Prime Minister Cameron: UK Aid Budget Is Not a Political Piggy Bank

Conflating poverty alleviation with peacekeeping and other military operations ignores a fundamental principal of economic efficiency - comparative advantage - and fuels mission creep, one of the most dangerous threats to military operations.

I was 19 when I served as a peacekeeper in Somalia in the early 1990s. The Department of Peacekeeping Operations at the United Nations was officially created the year before, and I was moved by Kofi Annan's Agenda for Peace.

I admit, before shipping out to Somalia, I was fuzzy on the important separation between military peacekeeping and humanitarian work.

My experience in Somalia, and the reflection and study that followed, sorted out the confusion. I now see how critical it is that military operations, even those which include humanitarian objectives be given separate and distinct priority from poverty-focused work.

Prime minister David Cameron does not appear to share this view.

Last week Cameron commented that he would like to see potentially hundreds of millions of pounds of the Department for International Development (DFID) budget diverted to the UK Ministry of Defense as part of efforts to better deliver security in conflict-affected areas.

Some in the UK argue this was not only a move to deflect criticisms for previous defense cuts, but a move to hijack development aid as a political tool and a shrewd but short-sighted political maneuver to placate members of Cameron's party.

This move is also a potential milestone in a pernicious pattern of securitizing poverty-focused investments. Conflating poverty alleviation with peacekeeping and other military operations ignores a fundamental principal of economic efficiency - comparative advantage - and fuels mission creep, one of the most dangerous threats to military operations.

First, comparative advantage. The mission of the military is force - force to defend, force to secure, and force to kill to achieve military and security objectives. This is true even in peacekeeping, and it must remain true for military objectives to be achieved and for soldiers to be kept as safe as possible. For every conflict there are different 'rules of engagement' governing operations, but the bottom line is the same: force.

Soldiers no doubt care about the general welfare of people where they work as much as aid workers, and many aid workers are no doubt grateful for the stability militaries work to create. But the role of both is fundamentally different, and can only be complementary when these distinct divisions are operationally enforced and adequately communicated. Soldiers, humanitarian relief workers, and those who do longer-term development work all face greater personal and professional risks when their roles are not incredibly clear.

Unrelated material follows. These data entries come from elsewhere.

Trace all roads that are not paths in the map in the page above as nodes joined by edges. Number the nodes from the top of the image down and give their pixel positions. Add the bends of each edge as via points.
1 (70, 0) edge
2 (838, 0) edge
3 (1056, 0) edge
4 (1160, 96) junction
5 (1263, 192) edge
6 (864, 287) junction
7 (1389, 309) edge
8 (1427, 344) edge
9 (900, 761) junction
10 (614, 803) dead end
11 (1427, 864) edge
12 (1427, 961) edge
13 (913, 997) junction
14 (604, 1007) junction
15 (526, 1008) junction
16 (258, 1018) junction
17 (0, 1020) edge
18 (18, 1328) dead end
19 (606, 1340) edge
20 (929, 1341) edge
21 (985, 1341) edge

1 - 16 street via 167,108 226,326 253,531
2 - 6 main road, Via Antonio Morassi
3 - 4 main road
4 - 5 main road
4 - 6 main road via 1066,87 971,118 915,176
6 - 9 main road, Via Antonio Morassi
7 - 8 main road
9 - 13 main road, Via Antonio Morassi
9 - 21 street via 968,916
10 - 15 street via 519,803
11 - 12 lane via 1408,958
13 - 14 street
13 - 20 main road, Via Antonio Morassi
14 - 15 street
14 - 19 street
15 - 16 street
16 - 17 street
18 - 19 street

The backlash against polio and other immunization workers resulting in several murders in Pakistan and Nigeria and potential setbacks to eradicate polio globally in the wake of the United States Central Intelligence Agency use of a Pakistani doctor to set up a fake vaccination program to catch al-Qaida leader Osama bin Laden, highlights the costs of approaches which deliberately blur these lines.

Which brings me to mission creep. Blending the necessary coercion of the military with the neutrality that humanitarian workers and development professionals strive for is a strategic mistake and dangerous for both. Given the risks to the military mission and to troops from conflating these two types of work and putting more burden on already complex missions, I can only assume that silence on the part of the UK Ministry of Defense indicates this is purely a political maneuver and a budgeting exercise in which one Ministry will be made richer at the expense of another - not in fact an effort to strengthen overall engagement.

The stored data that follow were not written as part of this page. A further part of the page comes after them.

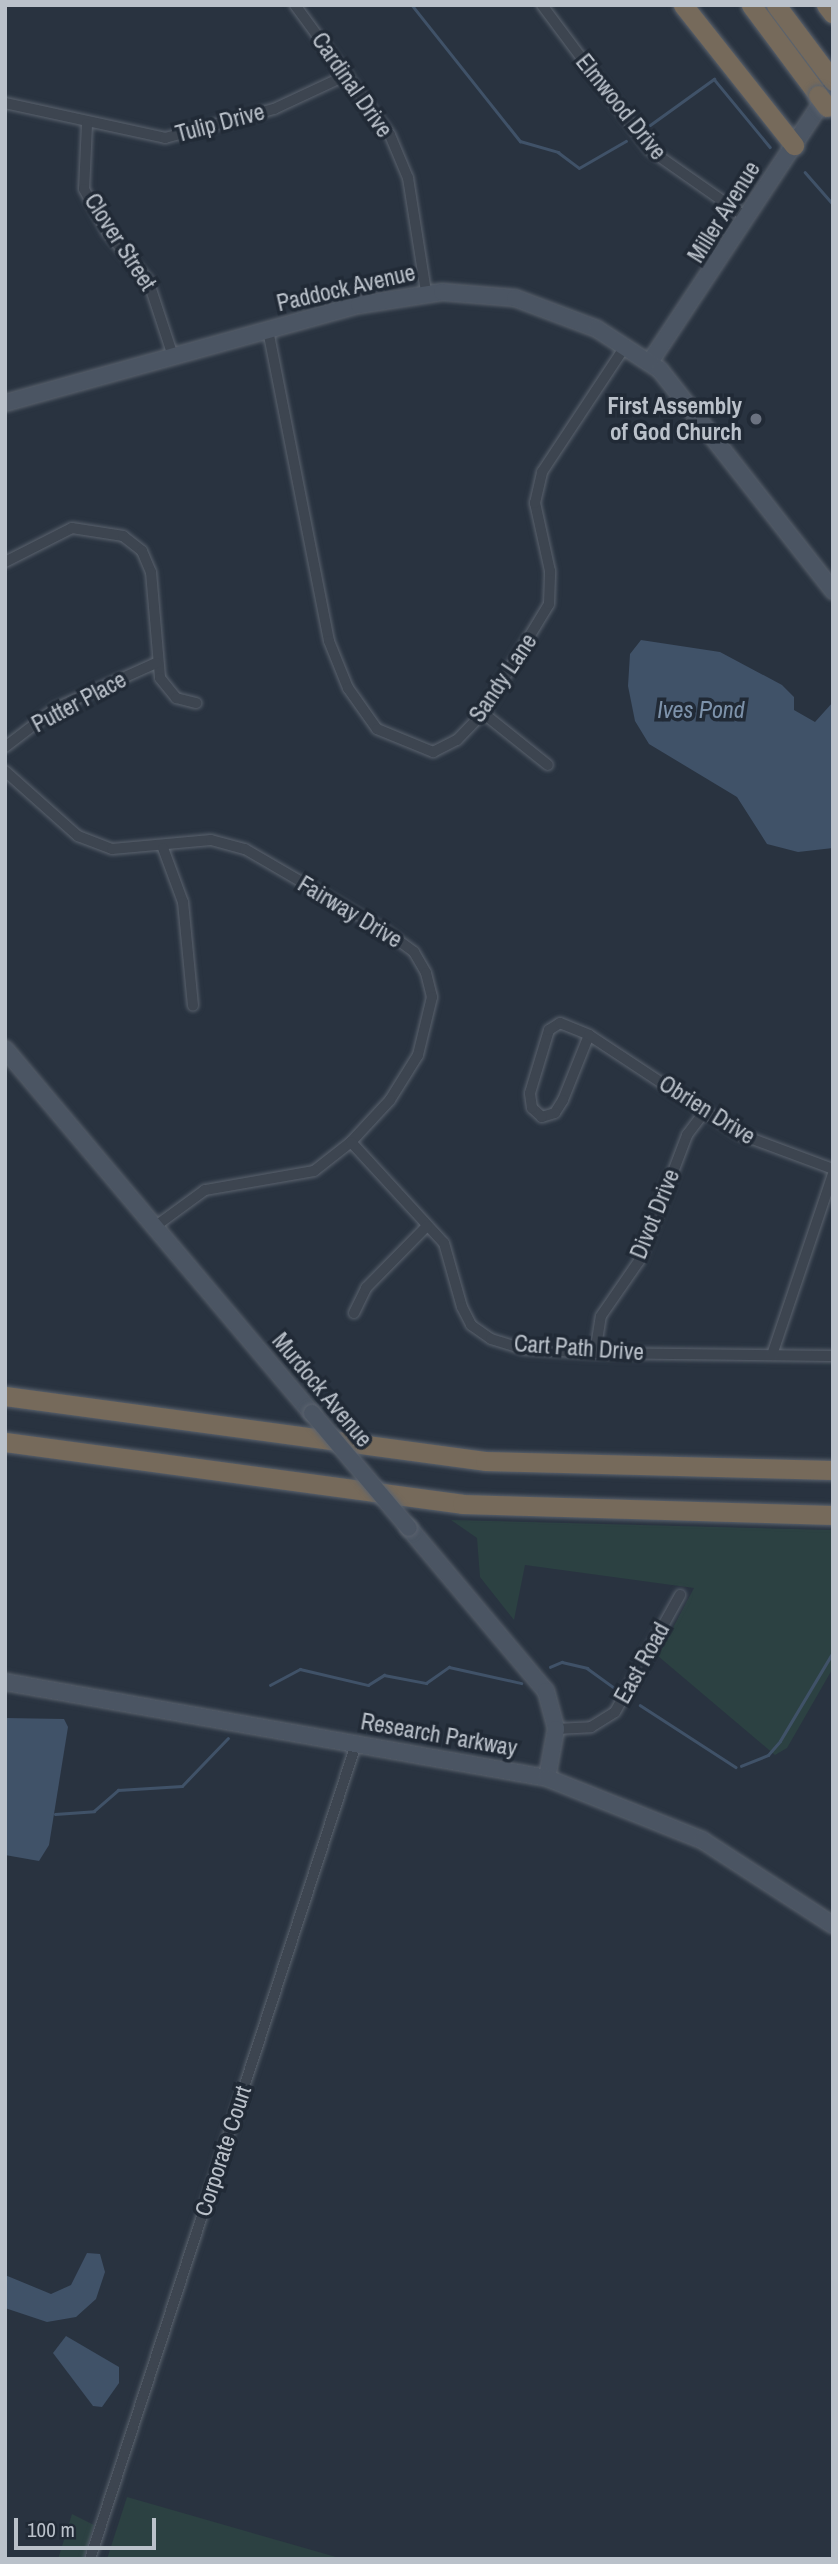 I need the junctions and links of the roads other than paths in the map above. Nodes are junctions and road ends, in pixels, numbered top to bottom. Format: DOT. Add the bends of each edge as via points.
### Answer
graph roads {
  1 [pos="295,5"];
  2 [pos="542,5"];
  3 [pos="683,5"];
  4 [pos="751,5"];
  5 [pos="776,5"];
  6 [pos="826,5"];
  7 [pos="833,14"];
  8 [pos="347,75"];
  9 [pos="829,93"];
  10 [pos="5,103"];
  11 [pos="87,124"];
  12 [pos="794,145"];
  13 [pos="747,218"];
  14 [pos="426,292"];
  15 [pos="268,330"];
  16 [pos="626,345"];
  17 [pos="174,359"];
  18 [pos="650,362"];
  19 [pos="5,403"];
  20 [pos="5,562"];
  21 [pos="833,591"];
  22 [pos="156,663"];
  23 [pos="196,703"];
  24 [pos="483,713"];
  25 [pos="5,747"];
  26 [pos="548,765"];
  27 [pos="5,771"];
  28 [pos="163,848"];
  29 [pos="192,1006"];
  30 [pos="589,1035"];
  31 [pos="5,1049"];
  32 [pos="703,1114"];
  33 [pos="351,1142"];
  34 [pos="833,1171"];
  35 [pos="427,1226"];
  36 [pos="153,1228"];
  37 [pos="354,1313"];
  38 [pos="595,1353"];
  39 [pos="772,1355"];
  40 [pos="833,1356"];
  41 [pos="5,1396"];
  42 [pos="5,1442"];
  43 [pos="833,1470"];
  44 [pos="833,1516"];
  45 [pos="680,1595"];
  46 [pos="5,1682"];
  47 [pos="556,1729"];
  48 [pos="356,1744"];
  49 [pos="547,1778"];
  50 [pos="833,1925"];
  51 [pos="90,2559"];
  1 -- 8 [label="street, Cardinal Drive"];
  2 -- 13 [label="street, Elmwood Drive" via="650,150"];
  3 -- 12 [label="highway"];
  4 -- 9 [label="highway"];
  5 -- 9 [label="highway"];
  6 -- 7 [label="highway"];
  8 -- 11 [label="street, Tulip Drive" via="274,109 165,138"];
  8 -- 14 [label="street, Cardinal Drive" via="390,135 408,178"];
  9 -- 12 [label="main road, Miller Avenue"];
  10 -- 11 [label="street, Tulip Drive"];
  11 -- 17 [label="street, Clover Street" via="84,189 107,232 148,280"];
  12 -- 13 [label="main road, Miller Avenue"];
  13 -- 18 [label="main road, Miller Avenue"];
  14 -- 15 [label="main road, Paddock Avenue"];
  14 -- 16 [label="main road, Paddock Avenue" via="527,302"];
  15 -- 17 [label="main road, Paddock Avenue"];
  15 -- 24 [label="street, Sandy Lane" via="329,641 348,688 377,729 413,749 433,752 457,740"];
  16 -- 18 [label="main road, Paddock Avenue"];
  16 -- 24 [label="street, Sandy Lane" via="542,472 535,503 550,571 548,604"];
  17 -- 19 [label="main road, Paddock Avenue"];
  18 -- 21 [label="main road, Paddock Avenue"];
  20 -- 22 [label="street" via="72,528 123,536 142,551 151,572"];
  22 -- 23 [label="street" via="165,689"];
  22 -- 25 [label="street, Putter Place" via="56,708"];
  24 -- 26 [label="street"];
  27 -- 28 [label="street, Fairway Drive" via="78,836 112,849"];
  28 -- 29 [label="street" via="183,902"];
  28 -- 33 [label="street, Fairway Drive" via="211,840 245,849 414,952 432,997 428,1024 390,1100"];
  30 -- 30 [label="street, Obrien Drive" via="560,1023 549,1030 530,1093 532,1108 542,1117 555,1113 563,1100"];
  30 -- 32 [label="street, Obrien Drive"];
  31 -- 36 [label="main road, Murdock Avenue"];
  32 -- 34 [label="street, Obrien Drive" via="764,1146"];
  32 -- 38 [label="street, Divot Drive" via="687,1135 639,1261 601,1316"];
  33 -- 35 [label="street, Cart Path Drive"];
  33 -- 36 [label="street, Fairway Drive" via="314,1171 205,1190"];
  34 -- 39 [label="street"];
  35 -- 37 [label="street" via="366,1288"];
  35 -- 38 [label="street, Cart Path Drive" via="453,1260 471,1325 523,1349"];
  36 -- 47 [label="main road, Murdock Avenue, bridge" via="538,1679"];
  38 -- 39 [label="street, Cart Path Drive"];
  39 -- 40 [label="street, Cart Path Drive"];
  41 -- 43 [label="highway" via="460,1458"];
  42 -- 44 [label="highway" via="462,1504"];
  45 -- 47 [label="street, East Road" via="615,1712 591,1727"];
  46 -- 48 [label="main road, Research Parkway"];
  47 -- 49 [label="main road"];
  48 -- 49 [label="main road, Research Parkway"];
  48 -- 51 [label="street, Corporate Court"];
  49 -- 50 [label="main road, Research Parkway" via="702,1840"];
}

Shifting resources from development to defense also ignores the substantial leadership role the UK plays in alleviating poverty around the world, including prime minister Cameron's co-chairing of the United Nation's High Level Panel of 27 world leaders creating a plan to tackle global poverty after 2015 when the current Millennium Development Goals expire.

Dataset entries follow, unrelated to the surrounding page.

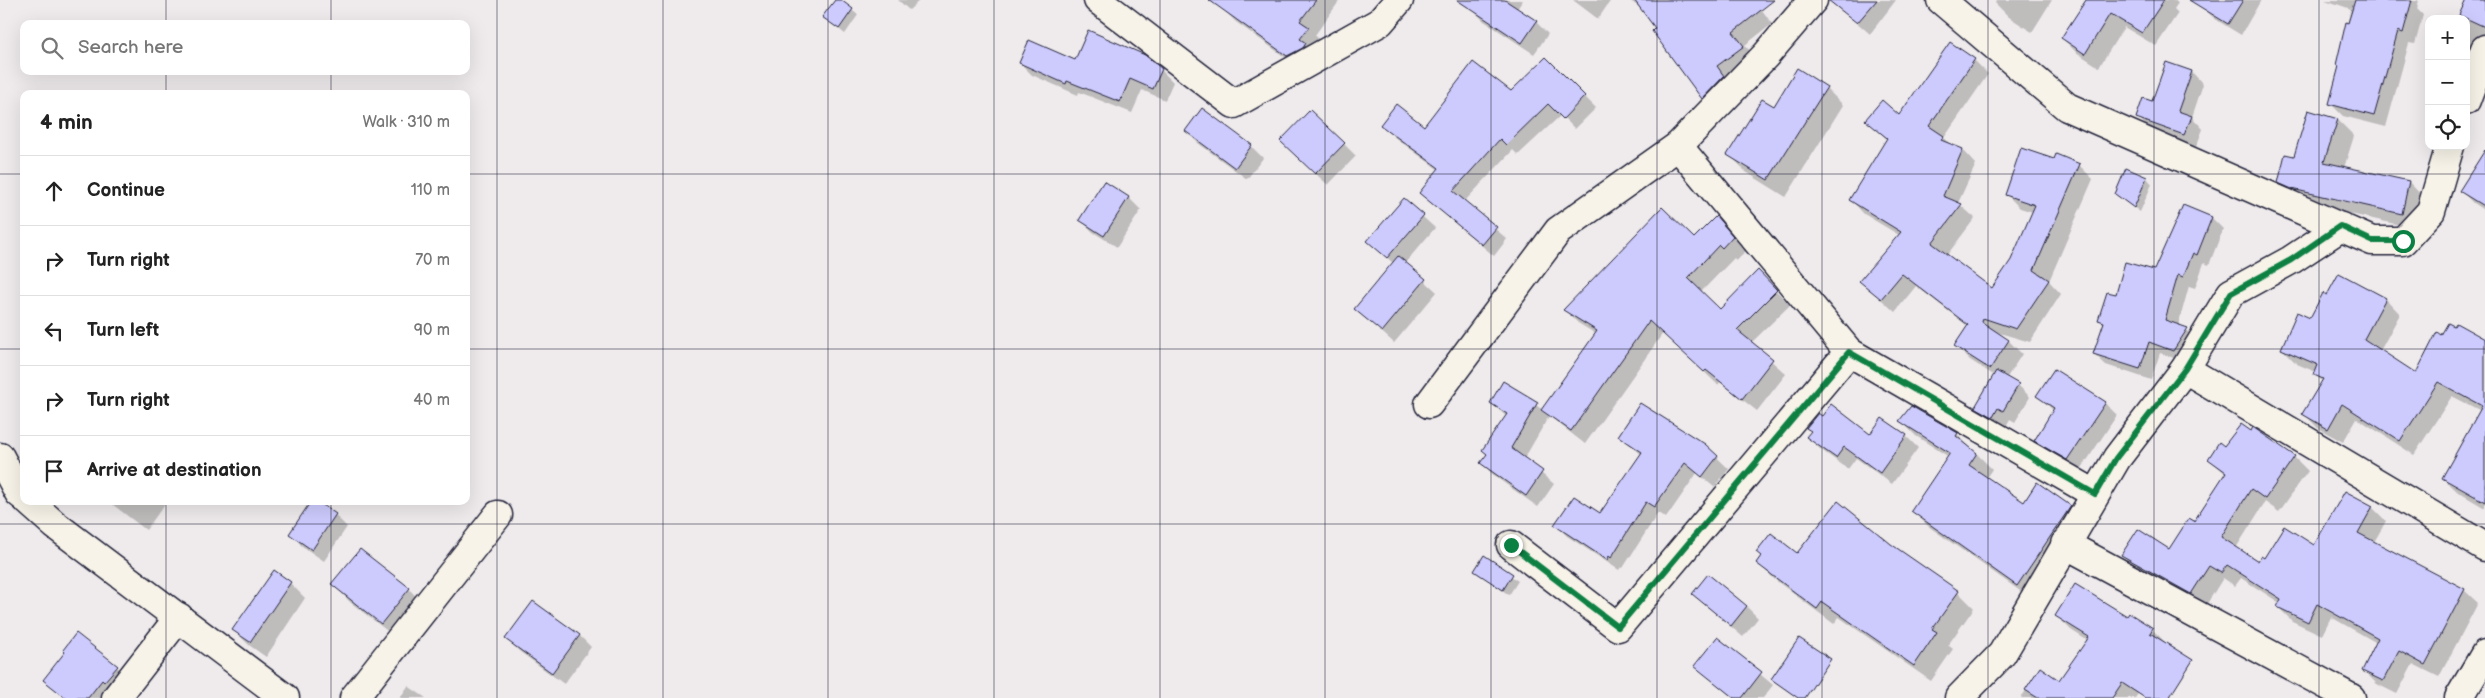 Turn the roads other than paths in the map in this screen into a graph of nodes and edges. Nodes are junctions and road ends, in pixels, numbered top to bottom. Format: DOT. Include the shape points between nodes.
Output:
graph roads {
  1 [pos="1098,0"];
  2 [pos="1399,0"];
  3 [pos="1813,0"];
  4 [pos="1941,0"];
  5 [pos="2485,49"];
  6 [pos="2470,89"];
  7 [pos="1678,146"];
  8 [pos="2449,150"];
  9 [pos="2340,226"];
  10 [pos="1849,352"];
  11 [pos="2185,369"];
  12 [pos="1429,404"];
  13 [pos="0,457"];
  14 [pos="20,494"];
  15 [pos="2095,494"];
  16 [pos="32,505"];
  17 [pos="498,515"];
  18 [pos="2066,544"];
  19 [pos="1511,545"];
  20 [pos="2485,547"];
  21 [pos="179,617"];
  22 [pos="2485,654"];
  23 [pos="116,698"];
  24 [pos="285,698"];
  25 [pos="354,698"];
  26 [pos="1958,698"];
  27 [pos="2351,698"];
  28 [pos="2459,698"];
  1 -- 2 [label="street" via="1234,104 1380,22"];
  3 -- 7 [label="street" via="1766,55"];
  4 -- 9 [label="street" via="2067,107"];
  5 -- 6 [label="street"];
  7 -- 10 [label="street"];
  7 -- 12 [label="street" via="1558,231"];
  8 -- 9 [label="street" via="2431,211 2403,241 2372,241"];
  9 -- 11 [label="street" via="2291,260 2231,293"];
  10 -- 15 [label="street"];
  10 -- 19 [label="street" via="1618,627"];
  11 -- 15 [label="street" via="2116,458"];
  11 -- 20 [label="street"];
  13 -- 14 [label="street"];
  15 -- 18 [label="street"];
  16 -- 21 [label="street"];
  17 -- 25 [label="street"];
  18 -- 26 [label="street" via="2002,654"];
  18 -- 27 [label="street"];
  21 -- 23 [label="street"];
  21 -- 24 [label="street"];
  22 -- 28 [label="street"];
}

Inconsistent leadership will impact the UK's bilateral relationships and credibility and shifting these resources abruptly, ignores not only the rigor with which the UK evaluates its investments to ensure value for money, it also ignores commitments already made to people, institutions and countries.

UK development aid has proven to be value for money. It saves and improves lives. To suggest otherwise is to ignore the evidence.

It's shockingly short-sighted to consider cutting back on these investments at a time when we know what we need to do to get all children vaccinated, to end the scourges of AIDS and tuberculosis and to reach the most unreached and vulnerable in our world.

It's a political maneuver that helps no one, not the people of the UK and not even in the long-term, prime minister Cameron.

Kolleen Bouchane served with the US Army from 1993-1997. She earned a masters in Conflict, Security and Development from Kings College London and is currently the Director of ACTION, a global partnership of advocacy organizations working to influence policy and mobilize resources to fight diseases of poverty and improve equitable access to health services.